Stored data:
========================================

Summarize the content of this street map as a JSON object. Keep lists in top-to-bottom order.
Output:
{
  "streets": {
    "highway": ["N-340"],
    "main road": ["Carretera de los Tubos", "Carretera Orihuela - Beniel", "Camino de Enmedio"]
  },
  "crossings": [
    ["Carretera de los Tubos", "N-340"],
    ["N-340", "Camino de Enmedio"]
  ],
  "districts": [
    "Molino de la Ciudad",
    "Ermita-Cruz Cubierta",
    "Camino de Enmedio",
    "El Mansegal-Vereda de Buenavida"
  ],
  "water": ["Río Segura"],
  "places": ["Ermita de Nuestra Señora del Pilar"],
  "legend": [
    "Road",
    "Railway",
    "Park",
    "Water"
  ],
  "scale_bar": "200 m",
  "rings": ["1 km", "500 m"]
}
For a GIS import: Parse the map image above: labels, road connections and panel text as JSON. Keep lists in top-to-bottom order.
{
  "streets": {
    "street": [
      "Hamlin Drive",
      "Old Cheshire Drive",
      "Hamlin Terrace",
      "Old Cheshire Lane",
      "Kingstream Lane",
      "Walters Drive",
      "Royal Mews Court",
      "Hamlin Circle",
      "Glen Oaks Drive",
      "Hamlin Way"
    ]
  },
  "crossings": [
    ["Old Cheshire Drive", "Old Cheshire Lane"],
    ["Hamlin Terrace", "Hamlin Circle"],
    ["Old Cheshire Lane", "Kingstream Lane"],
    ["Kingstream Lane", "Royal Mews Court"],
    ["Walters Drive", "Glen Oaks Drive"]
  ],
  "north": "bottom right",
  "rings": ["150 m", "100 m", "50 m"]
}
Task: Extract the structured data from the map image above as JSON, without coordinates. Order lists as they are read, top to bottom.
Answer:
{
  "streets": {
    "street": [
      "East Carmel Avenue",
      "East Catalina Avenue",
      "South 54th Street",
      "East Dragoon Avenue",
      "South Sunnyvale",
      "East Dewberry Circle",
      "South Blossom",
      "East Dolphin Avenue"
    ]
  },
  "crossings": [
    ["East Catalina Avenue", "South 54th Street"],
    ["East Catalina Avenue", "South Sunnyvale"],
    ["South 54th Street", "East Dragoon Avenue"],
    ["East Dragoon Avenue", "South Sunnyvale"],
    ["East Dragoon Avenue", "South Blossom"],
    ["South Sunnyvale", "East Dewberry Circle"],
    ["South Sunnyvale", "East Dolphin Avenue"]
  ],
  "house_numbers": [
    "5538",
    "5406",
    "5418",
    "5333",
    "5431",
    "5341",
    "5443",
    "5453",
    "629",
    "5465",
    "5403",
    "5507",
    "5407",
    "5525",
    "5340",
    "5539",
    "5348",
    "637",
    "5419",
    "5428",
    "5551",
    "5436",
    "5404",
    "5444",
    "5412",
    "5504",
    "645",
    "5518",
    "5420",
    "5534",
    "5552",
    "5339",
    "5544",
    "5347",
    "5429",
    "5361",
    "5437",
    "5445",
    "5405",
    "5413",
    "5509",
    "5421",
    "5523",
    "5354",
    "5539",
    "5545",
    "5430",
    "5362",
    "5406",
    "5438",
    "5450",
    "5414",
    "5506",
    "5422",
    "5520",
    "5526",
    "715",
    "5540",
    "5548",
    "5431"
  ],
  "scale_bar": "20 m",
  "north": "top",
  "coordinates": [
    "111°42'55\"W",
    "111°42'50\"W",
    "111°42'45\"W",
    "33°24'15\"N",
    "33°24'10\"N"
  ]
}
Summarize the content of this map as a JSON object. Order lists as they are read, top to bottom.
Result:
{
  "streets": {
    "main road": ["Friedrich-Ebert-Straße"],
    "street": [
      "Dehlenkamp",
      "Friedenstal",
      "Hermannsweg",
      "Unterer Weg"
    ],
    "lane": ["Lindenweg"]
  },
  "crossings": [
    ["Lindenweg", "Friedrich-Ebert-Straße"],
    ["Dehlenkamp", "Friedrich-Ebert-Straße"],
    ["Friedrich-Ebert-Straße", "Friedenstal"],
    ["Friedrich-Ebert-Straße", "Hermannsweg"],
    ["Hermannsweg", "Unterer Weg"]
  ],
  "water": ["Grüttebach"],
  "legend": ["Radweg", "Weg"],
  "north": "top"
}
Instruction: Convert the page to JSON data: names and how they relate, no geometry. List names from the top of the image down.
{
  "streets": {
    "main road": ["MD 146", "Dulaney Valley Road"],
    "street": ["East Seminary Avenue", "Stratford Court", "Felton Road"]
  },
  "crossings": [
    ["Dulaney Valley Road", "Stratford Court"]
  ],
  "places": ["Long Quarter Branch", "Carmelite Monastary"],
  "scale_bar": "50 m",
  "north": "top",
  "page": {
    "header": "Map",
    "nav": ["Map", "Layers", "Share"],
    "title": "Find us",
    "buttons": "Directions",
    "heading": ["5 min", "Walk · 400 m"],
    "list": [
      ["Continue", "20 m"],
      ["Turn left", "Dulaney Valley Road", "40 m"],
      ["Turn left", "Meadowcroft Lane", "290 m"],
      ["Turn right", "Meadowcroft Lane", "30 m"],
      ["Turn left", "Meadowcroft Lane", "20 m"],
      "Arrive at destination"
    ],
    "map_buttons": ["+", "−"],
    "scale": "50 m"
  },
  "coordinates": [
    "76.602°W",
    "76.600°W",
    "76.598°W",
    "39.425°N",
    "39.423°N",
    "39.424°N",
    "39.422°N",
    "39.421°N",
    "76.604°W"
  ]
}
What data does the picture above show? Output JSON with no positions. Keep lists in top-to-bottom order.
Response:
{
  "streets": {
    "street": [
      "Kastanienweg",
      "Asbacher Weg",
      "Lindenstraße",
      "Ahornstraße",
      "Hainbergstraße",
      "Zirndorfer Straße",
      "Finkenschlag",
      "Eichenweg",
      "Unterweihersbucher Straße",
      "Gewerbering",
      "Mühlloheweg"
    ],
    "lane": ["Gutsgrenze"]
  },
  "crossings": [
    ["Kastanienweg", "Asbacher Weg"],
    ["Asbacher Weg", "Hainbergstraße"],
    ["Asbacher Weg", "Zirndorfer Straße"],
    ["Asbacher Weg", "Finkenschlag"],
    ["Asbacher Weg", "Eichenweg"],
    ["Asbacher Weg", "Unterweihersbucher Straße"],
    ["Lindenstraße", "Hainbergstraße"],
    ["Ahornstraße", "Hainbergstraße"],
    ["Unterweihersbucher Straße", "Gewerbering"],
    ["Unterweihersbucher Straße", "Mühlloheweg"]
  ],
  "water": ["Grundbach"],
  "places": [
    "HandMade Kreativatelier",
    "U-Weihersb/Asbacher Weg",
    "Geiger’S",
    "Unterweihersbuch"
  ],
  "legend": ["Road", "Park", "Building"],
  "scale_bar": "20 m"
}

========================================

## WHAT THE TASK REQUIRES:
None of the records may be omitted or altered when they are given again.

## WRITTEN RESPONSE:
Summarize the content of this street map as a JSON object. Keep lists in top-to-bottom order.
Output:
{
  "streets": {
    "highway": ["N-340"],
    "main road": ["Carretera de los Tubos", "Carretera Orihuela - Beniel", "Camino de Enmedio"]
  },
  "crossings": [
    ["Carretera de los Tubos", "N-340"],
    ["N-340", "Camino de Enmedio"]
  ],
  "districts": [
    "Molino de la Ciudad",
    "Ermita-Cruz Cubierta",
    "Camino de Enmedio",
    "El Mansegal-Vereda de Buenavida"
  ],
  "water": ["Río Segura"],
  "places": ["Ermita de Nuestra Señora del Pilar"],
  "legend": [
    "Road",
    "Railway",
    "Park",
    "Water"
  ],
  "scale_bar": "200 m",
  "rings": ["1 km", "500 m"]
}
For a GIS import: Parse the map image above: labels, road connections and panel text as JSON. Keep lists in top-to-bottom order.
{
  "streets": {
    "street": [
      "Hamlin Drive",
      "Old Cheshire Drive",
      "Hamlin Terrace",
      "Old Cheshire Lane",
      "Kingstream Lane",
      "Walters Drive",
      "Royal Mews Court",
      "Hamlin Circle",
      "Glen Oaks Drive",
      "Hamlin Way"
    ]
  },
  "crossings": [
    ["Old Cheshire Drive", "Old Cheshire Lane"],
    ["Hamlin Terrace", "Hamlin Circle"],
    ["Old Cheshire Lane", "Kingstream Lane"],
    ["Kingstream Lane", "Royal Mews Court"],
    ["Walters Drive", "Glen Oaks Drive"]
  ],
  "north": "bottom right",
  "rings": ["150 m", "100 m", "50 m"]
}
Task: Extract the structured data from the map image above as JSON, without coordinates. Order lists as they are read, top to bottom.
Answer:
{
  "streets": {
    "street": [
      "East Carmel Avenue",
      "East Catalina Avenue",
      "South 54th Street",
      "East Dragoon Avenue",
      "South Sunnyvale",
      "East Dewberry Circle",
      "South Blossom",
      "East Dolphin Avenue"
    ]
  },
  "crossings": [
    ["East Catalina Avenue", "South 54th Street"],
    ["East Catalina Avenue", "South Sunnyvale"],
    ["South 54th Street", "East Dragoon Avenue"],
    ["East Dragoon Avenue", "South Sunnyvale"],
    ["East Dragoon Avenue", "South Blossom"],
    ["South Sunnyvale", "East Dewberry Circle"],
    ["South Sunnyvale", "East Dolphin Avenue"]
  ],
  "house_numbers": [
    "5538",
    "5406",
    "5418",
    "5333",
    "5431",
    "5341",
    "5443",
    "5453",
    "629",
    "5465",
    "5403",
    "5507",
    "5407",
    "5525",
    "5340",
    "5539",
    "5348",
    "637",
    "5419",
    "5428",
    "5551",
    "5436",
    "5404",
    "5444",
    "5412",
    "5504",
    "645",
    "5518",
    "5420",
    "5534",
    "5552",
    "5339",
    "5544",
    "5347",
    "5429",
    "5361",
    "5437",
    "5445",
    "5405",
    "5413",
    "5509",
    "5421",
    "5523",
    "5354",
    "5539",
    "5545",
    "5430",
    "5362",
    "5406",
    "5438",
    "5450",
    "5414",
    "5506",
    "5422",
    "5520",
    "5526",
    "715",
    "5540",
    "5548",
    "5431"
  ],
  "scale_bar": "20 m",
  "north": "top",
  "coordinates": [
    "111°42'55\"W",
    "111°42'50\"W",
    "111°42'45\"W",
    "33°24'15\"N",
    "33°24'10\"N"
  ]
}
Summarize the content of this map as a JSON object. Order lists as they are read, top to bottom.
Result:
{
  "streets": {
    "main road": ["Friedrich-Ebert-Straße"],
    "street": [
      "Dehlenkamp",
      "Friedenstal",
      "Hermannsweg",
      "Unterer Weg"
    ],
    "lane": ["Lindenweg"]
  },
  "crossings": [
    ["Lindenweg", "Friedrich-Ebert-Straße"],
    ["Dehlenkamp", "Friedrich-Ebert-Straße"],
    ["Friedrich-Ebert-Straße", "Friedenstal"],
    ["Friedrich-Ebert-Straße", "Hermannsweg"],
    ["Hermannsweg", "Unterer Weg"]
  ],
  "water": ["Grüttebach"],
  "legend": ["Radweg", "Weg"],
  "north": "top"
}
Instruction: Convert the page to JSON data: names and how they relate, no geometry. List names from the top of the image down.
{
  "streets": {
    "main road": ["MD 146", "Dulaney Valley Road"],
    "street": ["East Seminary Avenue", "Stratford Court", "Felton Road"]
  },
  "crossings": [
    ["Dulaney Valley Road", "Stratford Court"]
  ],
  "places": ["Long Quarter Branch", "Carmelite Monastary"],
  "scale_bar": "50 m",
  "north": "top",
  "page": {
    "header": "Map",
    "nav": ["Map", "Layers", "Share"],
    "title": "Find us",
    "buttons": "Directions",
    "heading": ["5 min", "Walk · 400 m"],
    "list": [
      ["Continue", "20 m"],
      ["Turn left", "Dulaney Valley Road", "40 m"],
      ["Turn left", "Meadowcroft Lane", "290 m"],
      ["Turn right", "Meadowcroft Lane", "30 m"],
      ["Turn left", "Meadowcroft Lane", "20 m"],
      "Arrive at destination"
    ],
    "map_buttons": ["+", "−"],
    "scale": "50 m"
  },
  "coordinates": [
    "76.602°W",
    "76.600°W",
    "76.598°W",
    "39.425°N",
    "39.423°N",
    "39.424°N",
    "39.422°N",
    "39.421°N",
    "76.604°W"
  ]
}
What data does the picture above show? Output JSON with no positions. Keep lists in top-to-bottom order.
Response:
{
  "streets": {
    "street": [
      "Kastanienweg",
      "Asbacher Weg",
      "Lindenstraße",
      "Ahornstraße",
      "Hainbergstraße",
      "Zirndorfer Straße",
      "Finkenschlag",
      "Eichenweg",
      "Unterweihersbucher Straße",
      "Gewerbering",
      "Mühlloheweg"
    ],
    "lane": ["Gutsgrenze"]
  },
  "crossings": [
    ["Kastanienweg", "Asbacher Weg"],
    ["Asbacher Weg", "Hainbergstraße"],
    ["Asbacher Weg", "Zirndorfer Straße"],
    ["Asbacher Weg", "Finkenschlag"],
    ["Asbacher Weg", "Eichenweg"],
    ["Asbacher Weg", "Unterweihersbucher Straße"],
    ["Lindenstraße", "Hainbergstraße"],
    ["Ahornstraße", "Hainbergstraße"],
    ["Unterweihersbucher Straße", "Gewerbering"],
    ["Unterweihersbucher Straße", "Mühlloheweg"]
  ],
  "water": ["Grundbach"],
  "places": [
    "HandMade Kreativatelier",
    "U-Weihersb/Asbacher Weg",
    "Geiger’S",
    "Unterweihersbuch"
  ],
  "legend": ["Road", "Park", "Building"],
  "scale_bar": "20 m"
}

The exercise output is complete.